Prepare for the Black Swan. A Black Swan is an event that is so unlikely that it literally doesn’t fall on any reasonable distribution of statistical likelihood (Taleb 2007). The novel coronavirus that is currently affecting people worldwide is an example of a Black Swan: no one had predicted that such a viral outbreak in Wuhan, China, would cause such widespread disruptions to business and life worldwide. On a more local level, the sudden illness or death of a key staff or board member; a fire, hurricane, or earthquake; or even a water main break that closes the street by a museum’s entrance—all of these events can severely affect a museum’s capacity to deliver on its MVV and survive as an organization. The best way to prepare for a Black Swan is to conduct periodic scenario planning, train board and staff, discuss options with an insurance carrier, and maintain a liquid reserve fund equal to three to six months of operating expenses.

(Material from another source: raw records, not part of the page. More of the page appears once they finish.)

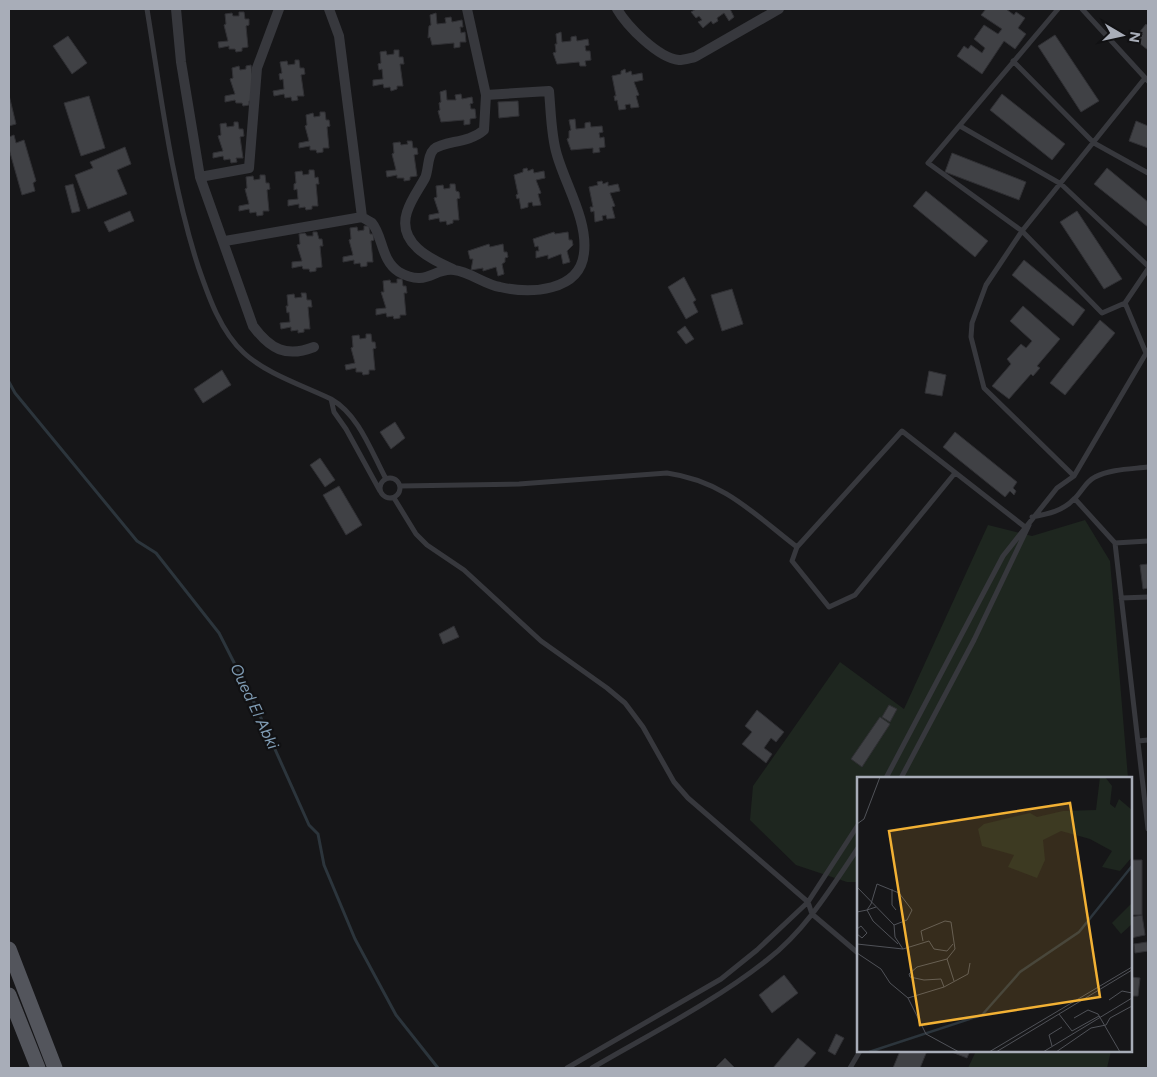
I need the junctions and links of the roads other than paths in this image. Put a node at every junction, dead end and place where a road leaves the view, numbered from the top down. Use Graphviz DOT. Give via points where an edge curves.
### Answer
graph roads {
  1 [pos="147,9"];
  2 [pos="176,9"];
  3 [pos="279,9"];
  4 [pos="329,9"];
  5 [pos="467,9"];
  6 [pos="616,9"];
  7 [pos="779,9"];
  8 [pos="1058,9"];
  9 [pos="1082,9"];
  10 [pos="1013,61"];
  11 [pos="1146,80"];
  12 [pos="486,95"];
  13 [pos="960,126"];
  14 [pos="1094,143"];
  15 [pos="1148,173"];
  16 [pos="200,177"];
  17 [pos="1061,184"];
  18 [pos="362,217"];
  19 [pos="1022,231"];
  20 [pos="224,241"];
  21 [pos="1148,268"];
  22 [pos="453,269"];
  23 [pos="1125,303"];
  24 [pos="314,347"];
  25 [pos="1147,352"];
  26 [pos="331,399"];
  27 [pos="1148,468"];
  28 [pos="955,473"];
  29 [pos="1074,476"];
  30 [pos="386,479"];
  31 [pos="400,486"];
  32 [pos="380,491"];
  33 [pos="394,498"];
  34 [pos="1075,499"];
  35 [pos="1032,517"];
  36 [pos="1025,527"];
  37 [pos="1148,541"];
  38 [pos="1115,543"];
  39 [pos="798,547"];
  40 [pos="1148,597"];
  41 [pos="1121,598"];
  42 [pos="1148,740"];
  43 [pos="1138,741"];
  44 [pos="887,777"];
  45 [pos="902,777"];
  46 [pos="857,827"];
  47 [pos="1148,829"];
  48 [pos="857,849"];
  49 [pos="808,902"];
  50 [pos="812,914"];
  51 [pos="9,949"];
  52 [pos="857,952"];
  53 [pos="9,995"];
  54 [pos="859,1052"];
  55 [pos="38,1068"];
  56 [pos="55,1068"];
  57 [pos="567,1068"];
  58 [pos="592,1068"];
  59 [pos="850,1068"];
  1 -- 26 [label="lane" via="167,143 191,243 214,307 243,352 258,364"];
  2 -- 16 [label="street"];
  3 -- 16 [label="street" via="257,68 249,168"];
  4 -- 18 [label="street" via="339,36"];
  5 -- 12 [label="street"];
  6 -- 7 [label="street" via="641,36 665,55 679,60 695,57"];
  8 -- 10 [label="lane"];
  9 -- 11 [label="lane"];
  10 -- 13 [label="lane"];
  10 -- 14 [label="lane"];
  11 -- 14 [label="lane"];
  12 -- 22 [label="street" via="484,130 476,138 436,148 406,213 405,225 417,249"];
  12 -- 22 [label="street" via="549,91 556,153 581,222 584,256 572,278 559,286 538,290 499,287"];
  13 -- 17 [label="lane"];
  13 -- 19 [label="lane" via="928,163"];
  14 -- 15 [label="lane"];
  14 -- 17 [label="lane"];
  16 -- 20 [label="street"];
  17 -- 19 [label="lane"];
  17 -- 21 [label="lane"];
  18 -- 20 [label="street"];
  18 -- 22 [label="street" via="372,224 382,252 397,270 409,277 423,279"];
  19 -- 23 [label="lane" via="1102,313"];
  19 -- 29 [label="lane" via="986,285 972,323 971,337 984,388"];
  20 -- 24 [label="street" via="254,326 264,341 284,351 304,351"];
  21 -- 23 [label="lane"];
  23 -- 25 [label="lane"];
  25 -- 29 [label="lane"];
  26 -- 30 [label="lane" via="342,406 357,424"];
  26 -- 32 [label="lane" via="334,412"];
  27 -- 34 [label="lane" via="1108,472 1094,477"];
  28 -- 36 [label="lane"];
  28 -- 39 [label="lane" via="902,431"];
  28 -- 39 [label="lane" via="855,595 829,607 792,560"];
  29 -- 35 [label="lane" via="1057,488"];
  30 -- 31 [label="lane" via="396,480"];
  30 -- 32 [label="lane"];
  31 -- 33 [label="lane" via="399,494"];
  31 -- 39 [label="lane" via="519,484 667,473 687,476 731,496"];
  32 -- 33 [label="lane" via="384,497"];
  33 -- 49 [label="lane" via="416,534 427,545 464,570 541,641 625,704 643,727 674,782 688,798"];
  34 -- 35 [label="lane" via="1051,514"];
  34 -- 38 [label="lane"];
  35 -- 36 [label="lane"];
  35 -- 45 [label="lane" via="974,640"];
  36 -- 44 [label="lane" via="1003,556"];
  37 -- 38 [label="lane"];
  38 -- 41 [label="lane"];
  40 -- 41 [label="lane"];
  41 -- 43 [label="lane"];
  42 -- 43 [label="lane"];
  43 -- 47 [label="lane"];
  46 -- 49 [label="lane"];
  48 -- 50 [label="lane"];
  49 -- 50 [label="lane"];
  49 -- 57 [label="lane" via="758,950 721,979"];
  50 -- 52 [label="lane"];
  50 -- 58 [label="lane" via="768,960 721,992"];
  51 -- 56 [label="main road"];
  53 -- 55 [label="main road"];
  54 -- 59 [label="lane"];
}
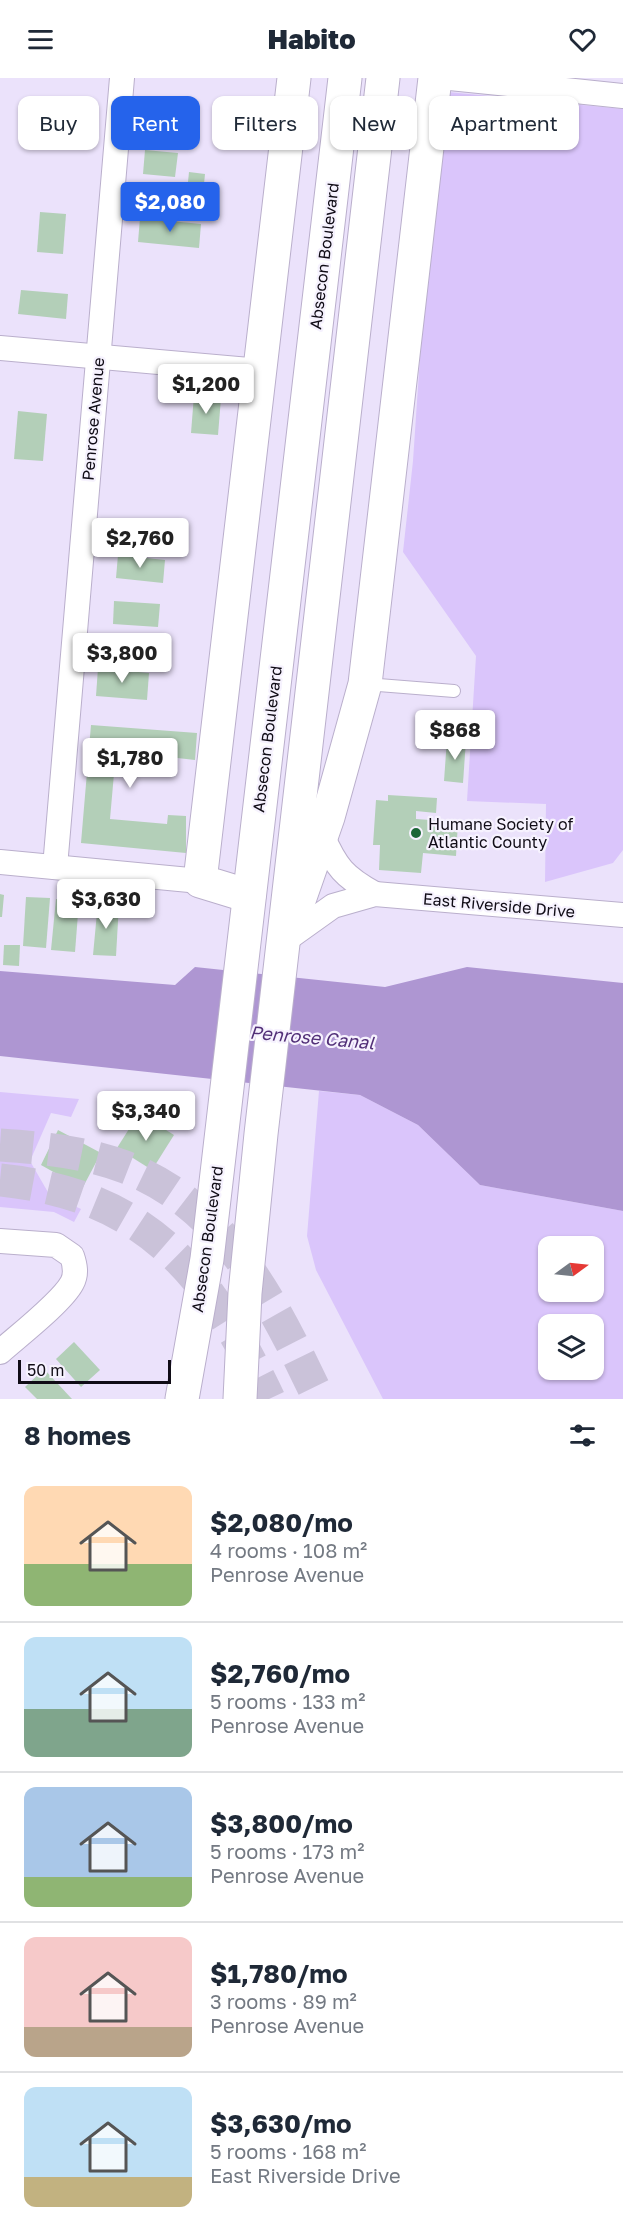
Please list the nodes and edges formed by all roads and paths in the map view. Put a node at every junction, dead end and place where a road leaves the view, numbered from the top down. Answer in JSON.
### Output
{"nodes":[{"id":1,"x":122,"y":78,"type":"edge"},
{"id":2,"x":294,"y":78,"type":"edge"},
{"id":3,"x":345,"y":78,"type":"edge"},
{"id":4,"x":383,"y":78,"type":"edge"},
{"id":5,"x":435,"y":78,"type":"edge"},
{"id":6,"x":450,"y":78,"type":"edge"},
{"id":7,"x":623,"y":96,"type":"edge"},
{"id":8,"x":0,"y":348,"type":"edge"},
{"id":9,"x":99,"y":357,"type":"junction"},
{"id":10,"x":260,"y":371,"type":"junction"},
{"id":11,"x":365,"y":684,"type":"junction"},
{"id":12,"x":454,"y":691,"type":"dead end"},
{"id":13,"x":322,"y":835,"type":"junction"},
{"id":14,"x":0,"y":862,"type":"edge"},
{"id":15,"x":55,"y":867,"type":"junction"},
{"id":16,"x":200,"y":881,"type":"junction"},
{"id":17,"x":375,"y":894,"type":"junction"},
{"id":18,"x":249,"y":896,"type":"junction"},
{"id":19,"x":623,"y":915,"type":"edge"},
{"id":20,"x":284,"y":941,"type":"junction"},
{"id":21,"x":0,"y":1241,"type":"edge"},
{"id":22,"x":207,"y":1259,"type":"junction"},
{"id":23,"x":0,"y":1352,"type":"edge"},
{"id":24,"x":182,"y":1399,"type":"edge"},
{"id":25,"x":205,"y":1399,"type":"edge"},
{"id":26,"x":240,"y":1399,"type":"edge"}],
"edges":[{"from":1,"to":9,"type":"street","name":"Penrose Avenue"},
{"from":2,"to":10,"type":"main road"},
{"from":3,"to":18,"type":"main road","name":"Absecon Boulevard"},
{"from":4,"to":20,"type":"main road"},
{"from":5,"to":11,"type":"main road"},
{"from":6,"to":7,"type":"street"},
{"from":8,"to":9,"type":"street"},
{"from":9,"to":10,"type":"street"},
{"from":9,"to":15,"type":"street","name":"Penrose Avenue"},
{"from":10,"to":16,"type":"main road"},
{"from":11,"to":12,"type":"lane"},
{"from":11,"to":13,"type":"main road"},
{"from":13,"to":17,"type":"street","name":"East Riverside Drive"},
{"from":13,"to":20,"type":"main road"},
{"from":14,"to":15,"type":"street"},
{"from":15,"to":16,"type":"street"},
{"from":16,"to":18,"type":"main road"},
{"from":17,"to":19,"type":"street","name":"East Riverside Drive"},
{"from":17,"to":20,"type":"street","name":"East Riverside Drive"},
{"from":18,"to":22,"type":"main road","name":"Absecon Boulevard"},
{"from":20,"to":26,"type":"main road"},
{"from":21,"to":23,"type":"street"},
{"from":22,"to":24,"type":"main road","name":"Absecon Boulevard"},
{"from":22,"to":25,"type":"main road"}]}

Building community value, managing finances wisely, and practicing appropriate governance are three broad areas of museum operations that directly affect a museum’s capacity to thrive, especially in the difficult environment caused by a financial downturn. While I have shared a few specific ways in which museums can address these topics, there are many other actions that could be appropriate for individual museums and their communities. These examples are meant to provide a starting point for discussion; creative staffs and boards can brainstorm other specific measures that make the most sense from the perspective of their own communities and financial contexts.

Charlie Trautmann teaches and conducts research on early childhood education in the Dept. of Psychology at Cornell University.  He was previously director of the Sciencenter in Ithaca, NY for twenty-six years and has served on the boards of the Association of Children’s Museums and the Association of Science-Technology Centers. He holds a PhD in Civil Engineering from Cornell.

References

Dawson, E., “Not Designed for Us: How Science Museums and Science Centers Socially Exclude Low-Income, Minority Ethnic Groups,” Science Education, 89:6, Nov. 2014, p. 981-1008 https://doi.org/10.1002/sce.21133

Taleb, N.N.  The Black Swan: The Impact of the Highly Improbable, Random House, 2007, p. 400.

Trautmann, C.H., Bevilaqua, D., Chen, G., Monjero, K., and Valenta, C., “Reaching New Audiences at Science Centers and Museums,” Informal Learning Review, Denver, CO, May-June 2018, pp. 13-19.

Trautmann, C.H., “The Business of Science Centers,” ASTC Dimensions, Association of Science-Technology Centers, Washington, DC, May-June 2017.